AMOS: GOD'S URGENT CALL TO REPENT

IX: God's Punishment Of Proud Self-Indulgence

(Amos 6:1-14)

 

I.               Introduction

A.    When God needed a messenger to the Kingdom of Israel as it was at the height of its rebellion against Him, the Lord sent Amos, a layman from Judah, to go north to Israel to voice severe judgment against that nation.

B.    Our attitudes are very important to God, for they affect what we do, and one attitude that is very evil in God's estimation is proud self-indulgence. Israel was guilty of this sin, and we view God's critique of it in Amos 6:1-14 for our insight, application, and edification (as follows):

II.            God's Punishment Of Proud Self-Indulgence, Amos 6:1-14.

A.    The Hebrew word rendered "at ease" in Amos 6:1a is sha'anan, "at ease," and it is used here of a careless, excessive, arrogant attitude of proud self-indulgence. (B. D. B., A Heb. and Eng. Lex. of the O. T., p. 983)

B.    Since not only Israel but also Judah was guilty of this vice, God pronounced a "Woe" to those who were self- indulgent in Zion of Judah and in Samaria of Israel, Amos 6:1a; Bible Know. Com., O. T., p. 1442.

C.    However, the rest of Amos chapter six addresses this sin only in Israel (as follows), Amos 6:1b-14:

1.      The leaders of Israel viewed themselves as great men of a great nation, militarily and economically strong with all of their subjects looking to them for guidance and governing of the nation's affairs, Amos 6:1b.

2.      God directed these proud, self-indulgent leaders to visit cities that once considered themselves great and learn from their fall places like the city-states of Calneh and Hamath in northern Aram and Gath in Philistia, Amos 6:2a. The Lord then asked Israel's leaders if their nation was any more capable of defending themselves from the defeat that these other great cities suffered, Amos 6:2b.

3.      Instead of humbly realizing their need for God, Israel's leaders "scornfully dismissed any thought of coming calamity" while their "sinful actions" led them to an "approaching reign of terror," what refers to the latter years of Israel's history shortly before its fall to Assyria, Amos 6:3; Ibid., p. 1443.

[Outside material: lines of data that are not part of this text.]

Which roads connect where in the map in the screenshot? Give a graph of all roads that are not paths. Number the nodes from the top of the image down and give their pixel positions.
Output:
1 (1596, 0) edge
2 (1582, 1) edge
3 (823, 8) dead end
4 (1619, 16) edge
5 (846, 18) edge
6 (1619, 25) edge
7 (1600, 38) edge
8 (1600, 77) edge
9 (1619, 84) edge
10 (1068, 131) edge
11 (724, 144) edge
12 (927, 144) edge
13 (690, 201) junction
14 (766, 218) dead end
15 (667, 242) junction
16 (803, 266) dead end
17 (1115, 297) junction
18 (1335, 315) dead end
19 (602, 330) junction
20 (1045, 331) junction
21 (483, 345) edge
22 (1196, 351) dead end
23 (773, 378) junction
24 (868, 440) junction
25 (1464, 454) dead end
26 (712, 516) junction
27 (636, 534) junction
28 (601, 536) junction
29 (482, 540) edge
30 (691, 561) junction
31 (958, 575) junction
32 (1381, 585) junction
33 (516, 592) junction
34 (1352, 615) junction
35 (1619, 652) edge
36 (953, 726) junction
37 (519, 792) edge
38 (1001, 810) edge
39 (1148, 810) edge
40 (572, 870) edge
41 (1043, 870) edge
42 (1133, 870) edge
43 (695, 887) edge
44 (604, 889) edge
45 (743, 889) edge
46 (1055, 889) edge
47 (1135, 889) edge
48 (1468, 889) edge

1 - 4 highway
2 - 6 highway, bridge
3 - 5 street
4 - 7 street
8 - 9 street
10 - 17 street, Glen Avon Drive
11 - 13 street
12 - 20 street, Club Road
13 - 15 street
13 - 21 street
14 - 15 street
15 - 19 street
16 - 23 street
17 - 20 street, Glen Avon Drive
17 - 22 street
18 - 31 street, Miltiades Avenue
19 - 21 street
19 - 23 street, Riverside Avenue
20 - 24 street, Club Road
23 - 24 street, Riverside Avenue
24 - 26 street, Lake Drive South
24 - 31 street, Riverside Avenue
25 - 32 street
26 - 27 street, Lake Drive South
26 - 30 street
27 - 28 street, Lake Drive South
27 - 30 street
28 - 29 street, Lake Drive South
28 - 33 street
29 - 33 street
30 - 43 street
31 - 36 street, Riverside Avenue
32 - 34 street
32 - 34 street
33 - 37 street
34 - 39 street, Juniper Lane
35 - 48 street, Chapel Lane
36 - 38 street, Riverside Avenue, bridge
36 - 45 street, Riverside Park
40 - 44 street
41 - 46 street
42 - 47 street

4.      Israel's leaders paid no attention to the warnings of God's prophets to repent, but "instead gave themselves to decadent hedonism," Ibid. They "stretched" themselves (sarah), what implies "a sprawled stupor of satiation and drunkenness, with arms and legs hanging over the side" of extravagant couches, they ate gourmet foods of choice lamb and fattened calves and considered themselves great musicians like David as they improvised music at their parties, drinking wine in bowls and anointing themselves with expensive ointments, Amos 6:4-6a; Ibid. In all this, they did not grieve over their nation's coming fall, Amos 6:6b.

5.      In judgment, these men would be the first to go into exile, ending their proud self-sufficiency, Amos 6:7.

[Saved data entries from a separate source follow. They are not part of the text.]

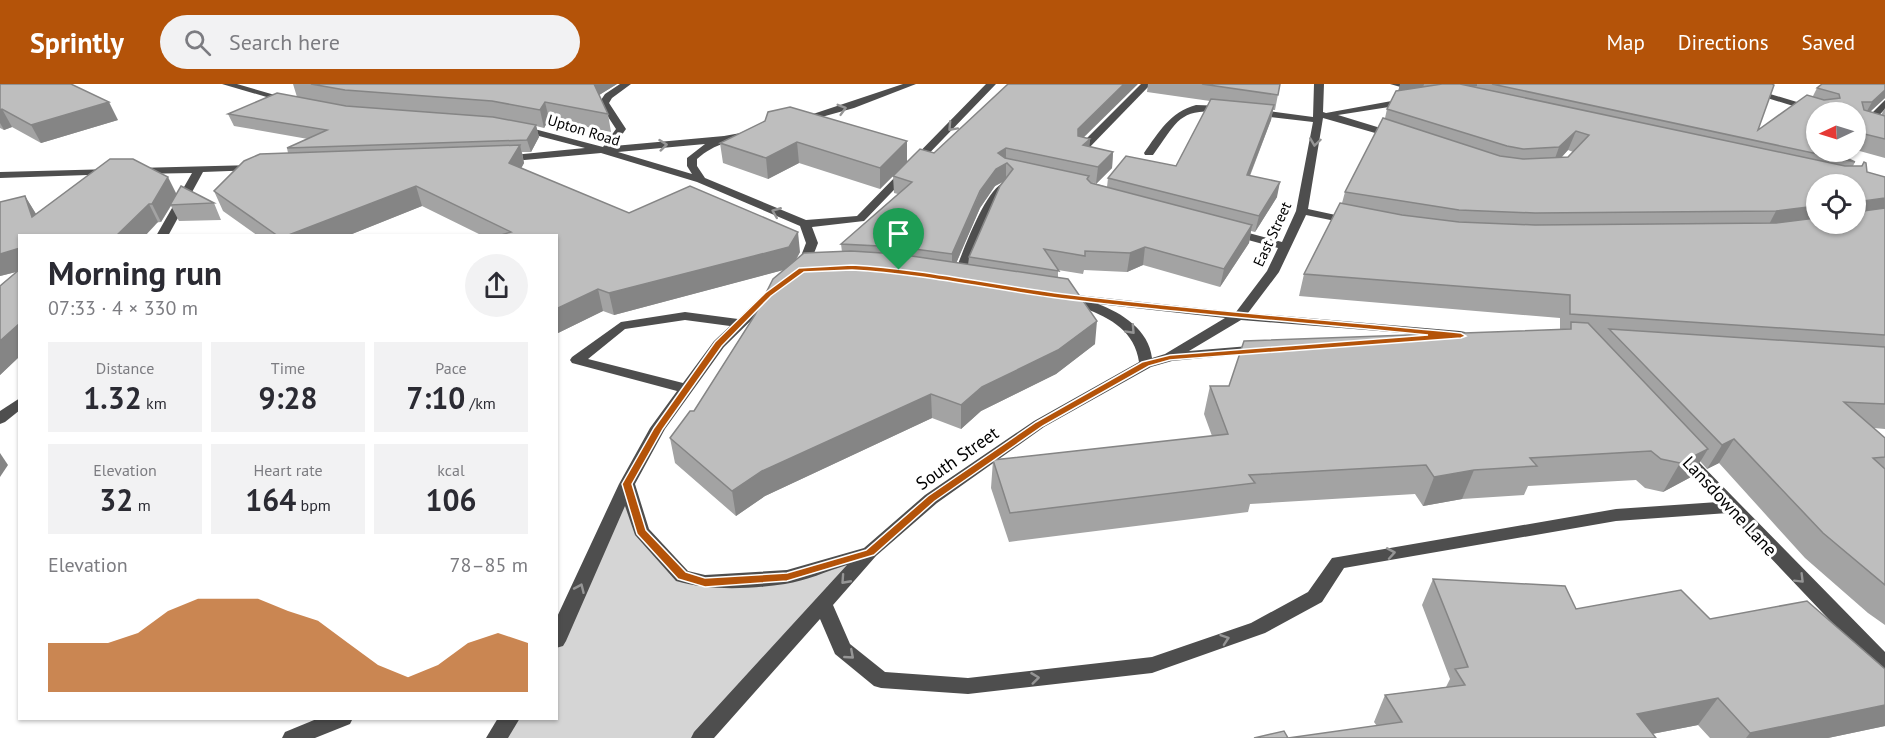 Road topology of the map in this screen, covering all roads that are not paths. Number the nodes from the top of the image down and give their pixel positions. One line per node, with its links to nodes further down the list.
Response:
1 (226, 84): 11 (street)
2 (627, 84): 22 (street)
3 (911, 84): 15 (street, one-way to 3)
4 (991, 84): 31 (street, one-way to 31)
5 (1146, 84): 21 (street)
6 (1319, 84): 14 (street, East Street)
7 (1395, 84): 9 (street)
8 (1727, 84): 13 (street)
9 (1432, 93)
10 (1420, 99): 14 (street)
11 (295, 102)
12 (1885, 103): 16 (street)
13 (1806, 106)
14 (1318, 117): 20 (street); 23 (street); 30 (street, East Street, one-way to 30)
15 (792, 122)
16 (1866, 124)
17 (508, 126): 22 (street, Upton Road)
18 (769, 128): 19 (street)
19 (724, 139): 22 (street, one-way to 19); 28 (street)
20 (1407, 140)
21 (1082, 149)
22 (605, 152): 24 (street); 28 (street, Upton Road)
23 (1149, 153)
24 (493, 160)
25 (269, 168): 26 (street)
26 (199, 170): 27 (street); 34 (street)
27 (0, 175)
28 (701, 180): 31 (street, Upton Road, one-way to 28)
29 (1005, 185): 38 (street)
30 (1302, 212): 32 (street); 35 (street, East Street)
31 (805, 224): 37 (street)
32 (1365, 224)
33 (1218, 229): 35 (street)
34 (163, 234)
35 (1285, 246): 39 (street, East Street)
36 (822, 268): 37 (street)
37 (802, 269): 40 (street)
38 (958, 279)
39 (1239, 316): 41 (street); 43 (street, South Street); 44 (street, one-way to 44)
40 (740, 323): 45 (street); 45 (street)
41 (1368, 342)
42 (1280, 347): 43 (street, South Street)
43 (1170, 357): 44 (street, South Street)
44 (1146, 364): 51 (street, South Street)
45 (687, 389): 49 (street)
46 (18, 404): 47 (street)
47 (0, 419)
48 (1675, 447): 50 (street, Lansdowne Lane)
49 (627, 484): 51 (street); 53 (street, one-way to 49)
50 (1730, 507): 52 (street, one-way to 50); 54 (street, Lansdowne Lane, one-way to 54)
51 (870, 552): 52 (street, South Street, one-way to 52)
52 (823, 604): 59 (street, South Street)
53 (558, 637)
54 (1885, 665)
55 (338, 720): 57 (street)
56 (509, 720): 58 (street)
57 (292, 738)
58 (496, 738)
59 (701, 738)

6.      God despised Israel's boastings of her cities and palaces, so He would deliver up the capital of Samaria and all its contents to destruction, Amos 6:8; Ryrie Study Bible, KJV, 1978, ftn. to Amos 6:8. "Many not killed in battle would die from resulting pestilences, and those who would bury the bodies would fear to mention the name of the Lord, lest additional judgment fall on them," Ibid., ftn. to Amos 6:9-10.

7.      The conquering invader would then destroy the dwellings of both the rich and the poor, leaving the once proud capital of Israel's complacent leaders a mere field of debris, Amos 6:11.

8.      God illustrated the terrible actions of Israel's leaders with two grotesque pictures, that of horses running on rocky crags and a plowman plowing perpendicular cliffs with oxen: in the same way, these leaders had hideously turned justice into poison and the fruit of righteousness into bitterness, Amos 6:12 NIV.

9.      Israel's leaders considered themselves immune to disaster (Amos 6:13a) since under Jeroboam II they had experienced many military victories and recovered all their formerly seized lands east of the Jordan River, Ibid., p. 1443-1444. However, in mentioning Israel's recovery of the retrieved city of Lo Debar, Amos intentionally mispronounced it as "Lo Dabar," meaning "nothing," and he stressed another retrieved city of "Karnaim," meaning "horns," a symbol of the "strength" of a bull, to imply that they were rejoicing over "nothing" in trusting in their own strength instead of relying on the Lord, Amos 6:13b; Ibid., p. 1444.

10.  In the end, God would stir up a strong Gentile nation to oppress Israel from its northern frontier in Lebo Hamath to its southern border of the Arabah down near the Dead Sea, Amos 6:14; Ibid.

 

Lesson: For the proud self-indulgence of the nation as exemplified in its leaders, Israel was doomed to face God's severe punishment, and her leaders to be the first in humiliation to go into captivity.

 

Application: May we avoid proud self-indulgence and humbly rely on the Lord with composed, quiet lifestyles.